マイクロソフト株式会社Windows本部Windows Live推進エグゼクティブプロダクトマネージャの磯貝直之氏

Windows LiveをVirtual earthのリアルな3D地図画面を使いながらデモ。次世代エクスペリエンスの可能性を披露した
その後は、会場のいくつかを使って、さまざまなブレイクアウトセッションが行われた。開催数は全24セッション。

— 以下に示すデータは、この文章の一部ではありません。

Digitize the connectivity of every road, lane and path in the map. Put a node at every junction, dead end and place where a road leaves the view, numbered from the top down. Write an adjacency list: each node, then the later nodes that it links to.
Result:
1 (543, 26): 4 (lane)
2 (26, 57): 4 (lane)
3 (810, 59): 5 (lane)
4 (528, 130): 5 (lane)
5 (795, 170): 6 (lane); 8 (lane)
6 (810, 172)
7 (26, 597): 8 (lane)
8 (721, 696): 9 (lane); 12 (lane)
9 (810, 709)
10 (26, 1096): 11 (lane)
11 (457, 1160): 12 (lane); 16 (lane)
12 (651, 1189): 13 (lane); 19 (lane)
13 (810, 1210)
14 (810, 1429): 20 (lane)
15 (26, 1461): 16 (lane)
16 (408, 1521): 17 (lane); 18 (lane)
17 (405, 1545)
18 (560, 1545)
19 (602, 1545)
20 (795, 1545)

Silverlight/WPFをテーマにしたものや、AJAX、Second Life、Windows Server、ASP.NET、Expression Studioなど、Microsoftのテクノロジーを中心にしたさまざまな方向の見どころ、聞きどころの多いセッション内容で、参加者はそれぞれ思い思いのセッションを聴講していた。

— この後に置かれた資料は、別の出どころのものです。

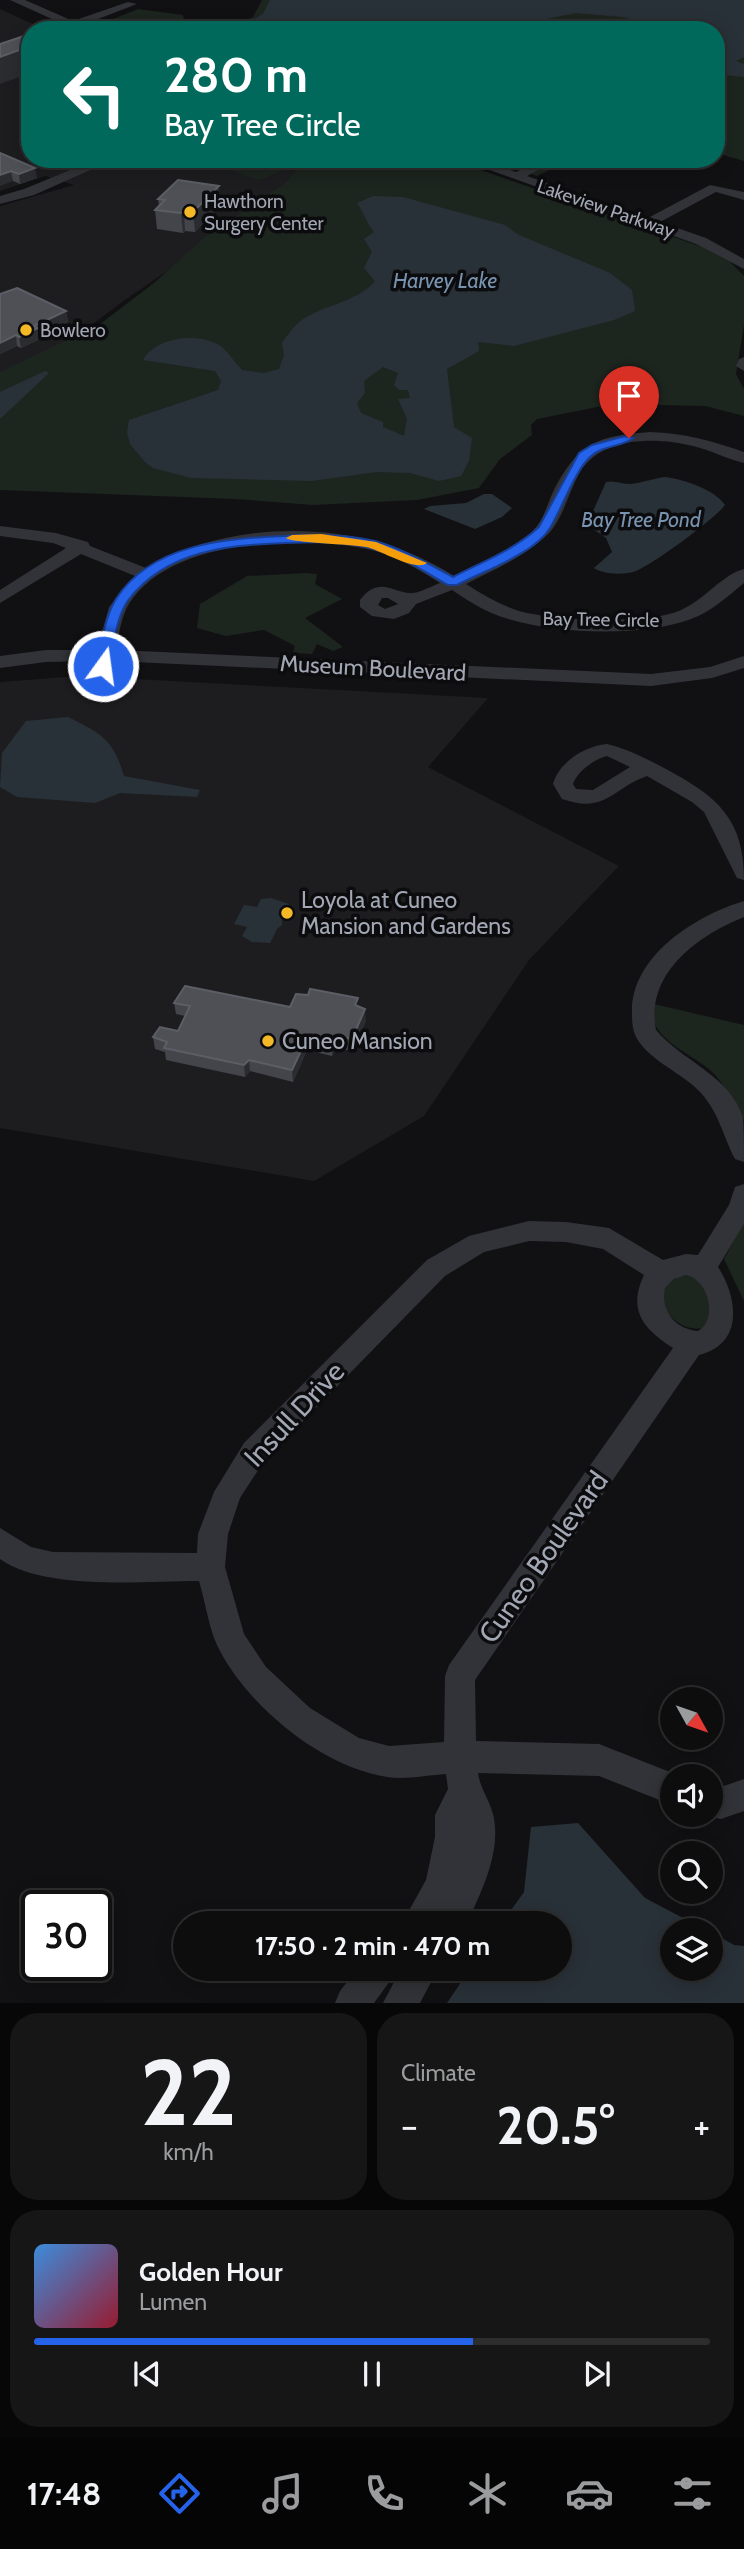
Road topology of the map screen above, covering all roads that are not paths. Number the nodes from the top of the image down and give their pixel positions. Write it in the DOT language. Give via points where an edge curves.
graph roads {
  1 [pos="15,0"];
  2 [pos="134,2"];
  3 [pos="0,4"];
  4 [pos="39,21"];
  5 [pos="62,21"];
  6 [pos="92,21"];
  7 [pos="87,168"];
  8 [pos="490,168"];
  9 [pos="534,168"];
  10 [pos="516,177"];
  11 [pos="744,196"];
  12 [pos="0,200"];
  13 [pos="648,223"];
  14 [pos="744,265"];
  15 [pos="744,458"];
  16 [pos="0,531"];
  17 [pos="82,546"];
  18 [pos="146,574"];
  19 [pos="744,574"];
  20 [pos="452,582"];
  21 [pos="0,598"];
  22 [pos="407,601"];
  23 [pos="104,660"];
  24 [pos="0,662"];
  25 [pos="744,662"];
  26 [pos="0,673"];
  27 [pos="744,676"];
  28 [pos="646,769"];
  29 [pos="744,873"];
  30 [pos="744,909"];
  31 [pos="744,1152"];
  32 [pos="744,1194"];
  33 [pos="705,1266"];
  34 [pos="662,1273"];
  35 [pos="741,1325"];
  36 [pos="694,1342"];
  37 [pos="0,1542"];
  38 [pos="210,1567"];
  39 [pos="460,1757"];
  40 [pos="660,1784"];
  41 [pos="464,1792"];
  42 [pos="744,1795"];
  43 [pos="723,1802"];
  44 [pos="426,1911"];
  45 [pos="456,1911"];
  46 [pos="369,1981"];
  47 [pos="414,1981"];
  48 [pos="352,2003"];
  49 [pos="400,2003"];
  1 -- 5 [label="street"];
  2 -- 6 [label="street"];
  3 -- 4 [label="street"];
  7 -- 12 [label="street"];
  8 -- 10 [label="street, Lakeview Parkway"];
  9 -- 10 [label="street"];
  10 -- 13 [label="street, Lakeview Parkway"];
  11 -- 13 [label="street" via="719,188 708,190"];
  13 -- 14 [label="street, Lakeview Parkway" via="719,249"];
  15 -- 20 [label="street" via="678,436 629,438 596,447 583,456 544,529 514,551"];
  16 -- 17 [label="street"];
  17 -- 18 [label="street"];
  17 -- 21 [label="street"];
  18 -- 20 [label="street, Bay Tree Circle" via="192,552 231,541 321,538 372,544 400,553"];
  18 -- 23 [label="street, Bay Tree Circle" via="116,611"];
  19 -- 20 [label="street, Bay Tree Circle" via="686,615 633,623 520,617"];
  20 -- 22 [label="street"];
  23 -- 24 [label="street, Museum Boulevard" via="46,656"];
  23 -- 25 [label="street, Museum Boulevard" via="651,680 712,672"];
  23 -- 26 [label="street, Museum Boulevard"];
  23 -- 27 [label="street, Museum Boulevard" via="595,690 686,688"];
  28 -- 29 [label="street" via="693,791 709,804"];
  30 -- 31 [label="street" via="722,916 683,942 647,986 641,1009 645,1034 695,1073 726,1108"];
  32 -- 33 [label="street" via="741,1208"];
  33 -- 34 [label="street" via="682,1265"];
  33 -- 35 [label="street" via="718,1271 738,1290"];
  34 -- 36 [label="street" via="650,1291 652,1313 668,1332"];
  34 -- 38 [label="street, Insull Drive" via="609,1239 529,1231 478,1243 436,1268 254,1452 228,1492 213,1534"];
  35 -- 36 [label="street" via="719,1339"];
  36 -- 39 [label="street, Cuneo Boulevard" via="460,1676"];
  37 -- 38 [label="street" via="24,1559 53,1566"];
  38 -- 39 [label="street, Insull Drive" via="231,1641 255,1678 299,1719 352,1752 390,1762"];
  39 -- 40 [label="street, Insull Drive" via="599,1760"];
  39 -- 41 [label="street, Cuneo Boulevard"];
  41 -- 44 [label="street, Cuneo Boulevard" via="451,1815 441,1885"];
  41 -- 45 [label="street, Cuneo Boulevard" via="477,1812 478,1840"];
  42 -- 43 [label="street"];
  46 -- 48 [label="street"];
  47 -- 49 [label="street"];
}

セッションのひとつ、マイクロソフト株式会社デベロッパー&プラットフォーム統括本部シニアプロダクトマネージャー春日井良隆氏による「Silverlightとはなにか?」の様子
セッションの開催と同時に、別途設けられたファンイノベーションガレージでは、いちはやくSilverlightなどのコンテンツ開発に挑む各社によって、現在の開発状況や次世代映像などが披露されたテクノロジ&サービス展示コーナーや、屋台村のような雰囲気の中で次世代コンテンツを体感できる「みるガレージ」、「さわるガレージ」、「つくるガレージ」の3つで、参加者も思いに思いに映像コンテンツを視聴したり、ゲームを楽しんだりしていた。

テクノロジ&サービス展示コーナー

「みるガレージ」のひとコマ

株式会社LOiLOは、デザイナーの兄とプログラマーの弟の2人で運営している会社。まさしくデザイナーと開発者のコラボレーションを体現している。UIをWPFで構築したビデオ編集を簡単な操作でできるようにするアプリケーション「ロイロスコープ」を紹介。参加者の注目を集めていた
またメインステージでは、国際コンサルタント、J-WAVEパーソナリティなどを務めるショーン・K氏がナビゲーター役となり、さまざまなゲストとのトークイベントも行われた。

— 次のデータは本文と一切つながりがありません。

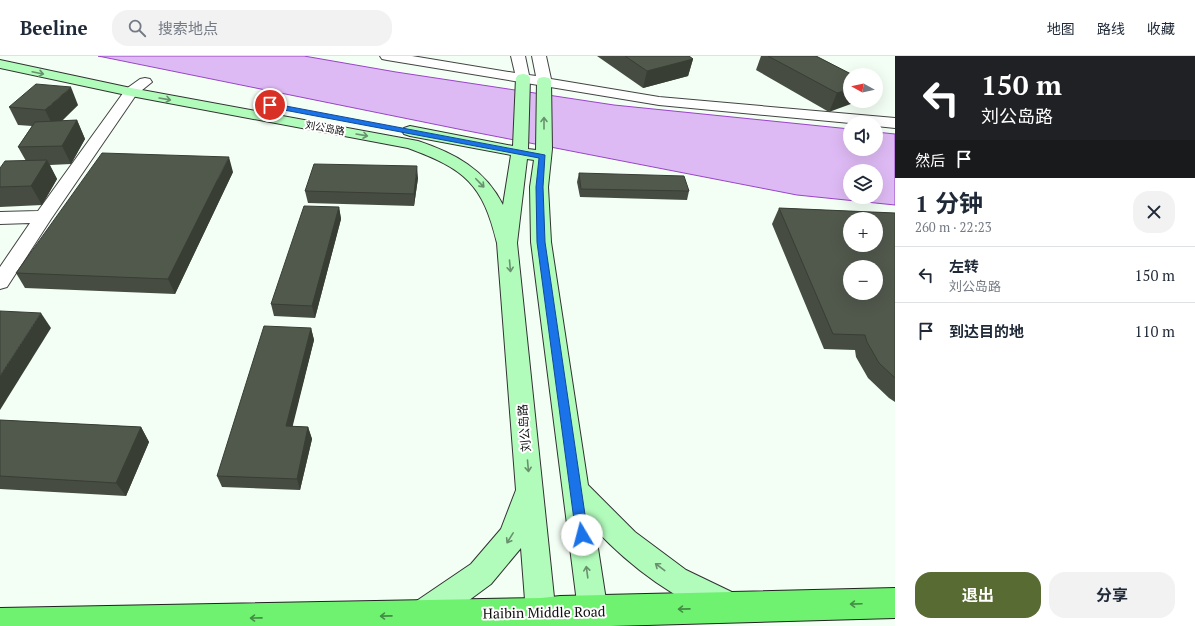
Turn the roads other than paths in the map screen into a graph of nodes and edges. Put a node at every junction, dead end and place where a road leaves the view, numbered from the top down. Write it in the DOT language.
graph roads {
  1 [pos="19,56"];
  2 [pos="387,56"];
  3 [pos="518,56"];
  4 [pos="539,56"];
  5 [pos="0,64"];
  6 [pos="523,78"];
  7 [pos="145,82"];
  8 [pos="544,89"];
  9 [pos="130,92"];
  10 [pos="895,123"];
  11 [pos="412,144"];
  12 [pos="520,154"];
  13 [pos="543,158"];
  14 [pos="43,217"];
  15 [pos="0,218"];
  16 [pos="508,243"];
  17 [pos="0,282"];
  18 [pos="530,489"];
  19 [pos="576,490"];
  20 [pos="895,603"];
  21 [pos="730,608"];
  22 [pos="423,615"];
  23 [pos="594,618"];
  24 [pos="542,619"];
  25 [pos="0,623"];
  1 -- 7 [label="main road, 刘公岛路"];
  2 -- 6 [label="street"];
  3 -- 6 [label="street"];
  4 -- 8 [label="street"];
  5 -- 9 [label="main road, 刘公岛路, one-way"];
  6 -- 8 [label="street"];
  6 -- 12 [label="main road"];
  7 -- 9 [label="street"];
  7 -- 12 [label="main road, 刘公岛路"];
  8 -- 10 [label="street"];
  13 -- 8 [label="main road, one-way"];
  9 -- 11 [label="main road, 刘公岛路, one-way"];
  9 -- 14 [label="street"];
  11 -- 12 [label="main road"];
  11 -- 16 [label="main road, 刘公岛路, one-way"];
  12 -- 13 [label="main road"];
  12 -- 16 [label="main road, 刘公岛路"];
  13 -- 19 [label="main road"];
  14 -- 15 [label="street"];
  14 -- 17 [label="street"];
  16 -- 18 [label="main road, 刘公岛路, one-way"];
  18 -- 22 [label="main road, one-way"];
  18 -- 24 [label="main road, 刘公岛路"];
  21 -- 19 [label="main road, one-way"];
  23 -- 19 [label="main road, one-way"];
  20 -- 21 [label="main road, Haibin Middle Road, one-way"];
  21 -- 23 [label="main road, Haibin Middle Road, one-way"];
  22 -- 24 [label="main road, Haibin Middle Road"];
  22 -- 25 [label="main road, Haibin Middle Road, one-way"];
  23 -- 24 [label="main road, Haibin Middle Road"];
}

メインステージで行われたトークイベントのひとつでは、good design companyの水野 学氏、納谷建築設計事務所の納谷 学氏・納谷 新氏、DESIGN ASSOCIATIONの川又俊明氏が、「ユーザーエクスペリエンスの創造」をキーワードに「ものづくり」に向ける想いを語った
その後、クラブイベントを模した「Remix Night」といったパーティも催され、本イベントも盛況の中無事に閉幕。REMIXは今年で2回目の開催となるが、Silverlight/WPFの姿がより明確になった今年は、昨年よりもよりしっかりとした内容になり、参加者にとっても出展者にとってもマイクロソフト社が描く次世代のエクスペリエンスの姿をよりはっきりとイメージすることのできた催しとなった。